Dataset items
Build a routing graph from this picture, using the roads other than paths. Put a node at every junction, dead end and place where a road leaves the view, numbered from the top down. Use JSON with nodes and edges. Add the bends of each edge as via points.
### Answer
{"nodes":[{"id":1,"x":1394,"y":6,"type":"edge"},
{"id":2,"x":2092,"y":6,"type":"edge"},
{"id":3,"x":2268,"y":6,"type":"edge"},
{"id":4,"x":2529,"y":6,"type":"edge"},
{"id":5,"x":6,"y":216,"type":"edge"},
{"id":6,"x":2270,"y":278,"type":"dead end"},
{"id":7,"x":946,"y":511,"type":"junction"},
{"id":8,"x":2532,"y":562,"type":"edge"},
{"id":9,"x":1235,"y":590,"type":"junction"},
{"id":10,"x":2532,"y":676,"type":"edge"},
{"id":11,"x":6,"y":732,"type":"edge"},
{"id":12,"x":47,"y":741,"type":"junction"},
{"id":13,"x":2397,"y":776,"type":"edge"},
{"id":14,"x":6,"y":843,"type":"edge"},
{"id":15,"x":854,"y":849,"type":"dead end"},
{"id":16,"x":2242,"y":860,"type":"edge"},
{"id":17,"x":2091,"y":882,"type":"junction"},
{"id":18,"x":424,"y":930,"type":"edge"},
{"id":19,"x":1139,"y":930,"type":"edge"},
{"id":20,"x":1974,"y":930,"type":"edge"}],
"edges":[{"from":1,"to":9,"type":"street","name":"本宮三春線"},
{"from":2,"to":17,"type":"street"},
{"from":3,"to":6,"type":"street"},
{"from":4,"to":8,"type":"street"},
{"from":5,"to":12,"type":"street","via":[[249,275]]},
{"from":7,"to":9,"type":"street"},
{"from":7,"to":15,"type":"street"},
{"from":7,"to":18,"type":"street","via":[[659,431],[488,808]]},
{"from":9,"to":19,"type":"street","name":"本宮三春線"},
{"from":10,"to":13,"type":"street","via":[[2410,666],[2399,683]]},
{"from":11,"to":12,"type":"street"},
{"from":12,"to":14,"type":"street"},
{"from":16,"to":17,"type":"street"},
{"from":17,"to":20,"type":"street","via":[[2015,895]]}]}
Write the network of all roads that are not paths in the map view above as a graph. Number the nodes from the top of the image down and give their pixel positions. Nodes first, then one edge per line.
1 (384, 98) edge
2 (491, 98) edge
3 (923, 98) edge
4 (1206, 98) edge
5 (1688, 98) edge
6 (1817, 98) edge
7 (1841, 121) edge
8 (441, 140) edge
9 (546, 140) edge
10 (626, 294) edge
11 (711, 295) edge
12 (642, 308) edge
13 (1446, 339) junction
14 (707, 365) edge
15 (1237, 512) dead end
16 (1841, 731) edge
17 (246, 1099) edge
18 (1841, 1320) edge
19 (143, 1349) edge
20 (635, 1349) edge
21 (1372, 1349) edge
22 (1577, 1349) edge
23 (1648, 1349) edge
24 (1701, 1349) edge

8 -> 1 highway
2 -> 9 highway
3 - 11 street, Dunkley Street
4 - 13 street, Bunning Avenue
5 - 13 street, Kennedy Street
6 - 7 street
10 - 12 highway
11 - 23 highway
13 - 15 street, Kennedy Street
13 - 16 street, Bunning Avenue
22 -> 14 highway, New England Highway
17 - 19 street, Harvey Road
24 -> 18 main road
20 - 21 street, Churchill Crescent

§ **How to complete this task**
Copy each line above exactly as it stands.

§ **Finished task**
Build a routing graph from this picture, using the roads other than paths. Put a node at every junction, dead end and place where a road leaves the view, numbered from the top down. Use JSON with nodes and edges. Add the bends of each edge as via points.
### Answer
{"nodes":[{"id":1,"x":1394,"y":6,"type":"edge"},
{"id":2,"x":2092,"y":6,"type":"edge"},
{"id":3,"x":2268,"y":6,"type":"edge"},
{"id":4,"x":2529,"y":6,"type":"edge"},
{"id":5,"x":6,"y":216,"type":"edge"},
{"id":6,"x":2270,"y":278,"type":"dead end"},
{"id":7,"x":946,"y":511,"type":"junction"},
{"id":8,"x":2532,"y":562,"type":"edge"},
{"id":9,"x":1235,"y":590,"type":"junction"},
{"id":10,"x":2532,"y":676,"type":"edge"},
{"id":11,"x":6,"y":732,"type":"edge"},
{"id":12,"x":47,"y":741,"type":"junction"},
{"id":13,"x":2397,"y":776,"type":"edge"},
{"id":14,"x":6,"y":843,"type":"edge"},
{"id":15,"x":854,"y":849,"type":"dead end"},
{"id":16,"x":2242,"y":860,"type":"edge"},
{"id":17,"x":2091,"y":882,"type":"junction"},
{"id":18,"x":424,"y":930,"type":"edge"},
{"id":19,"x":1139,"y":930,"type":"edge"},
{"id":20,"x":1974,"y":930,"type":"edge"}],
"edges":[{"from":1,"to":9,"type":"street","name":"本宮三春線"},
{"from":2,"to":17,"type":"street"},
{"from":3,"to":6,"type":"street"},
{"from":4,"to":8,"type":"street"},
{"from":5,"to":12,"type":"street","via":[[249,275]]},
{"from":7,"to":9,"type":"street"},
{"from":7,"to":15,"type":"street"},
{"from":7,"to":18,"type":"street","via":[[659,431],[488,808]]},
{"from":9,"to":19,"type":"street","name":"本宮三春線"},
{"from":10,"to":13,"type":"street","via":[[2410,666],[2399,683]]},
{"from":11,"to":12,"type":"street"},
{"from":12,"to":14,"type":"street"},
{"from":16,"to":17,"type":"street"},
{"from":17,"to":20,"type":"street","via":[[2015,895]]}]}
Write the network of all roads that are not paths in the map view above as a graph. Number the nodes from the top of the image down and give their pixel positions. Nodes first, then one edge per line.
1 (384, 98) edge
2 (491, 98) edge
3 (923, 98) edge
4 (1206, 98) edge
5 (1688, 98) edge
6 (1817, 98) edge
7 (1841, 121) edge
8 (441, 140) edge
9 (546, 140) edge
10 (626, 294) edge
11 (711, 295) edge
12 (642, 308) edge
13 (1446, 339) junction
14 (707, 365) edge
15 (1237, 512) dead end
16 (1841, 731) edge
17 (246, 1099) edge
18 (1841, 1320) edge
19 (143, 1349) edge
20 (635, 1349) edge
21 (1372, 1349) edge
22 (1577, 1349) edge
23 (1648, 1349) edge
24 (1701, 1349) edge

8 -> 1 highway
2 -> 9 highway
3 - 11 street, Dunkley Street
4 - 13 street, Bunning Avenue
5 - 13 street, Kennedy Street
6 - 7 street
10 - 12 highway
11 - 23 highway
13 - 15 street, Kennedy Street
13 - 16 street, Bunning Avenue
22 -> 14 highway, New England Highway
17 - 19 street, Harvey Road
24 -> 18 main road
20 - 21 street, Churchill Crescent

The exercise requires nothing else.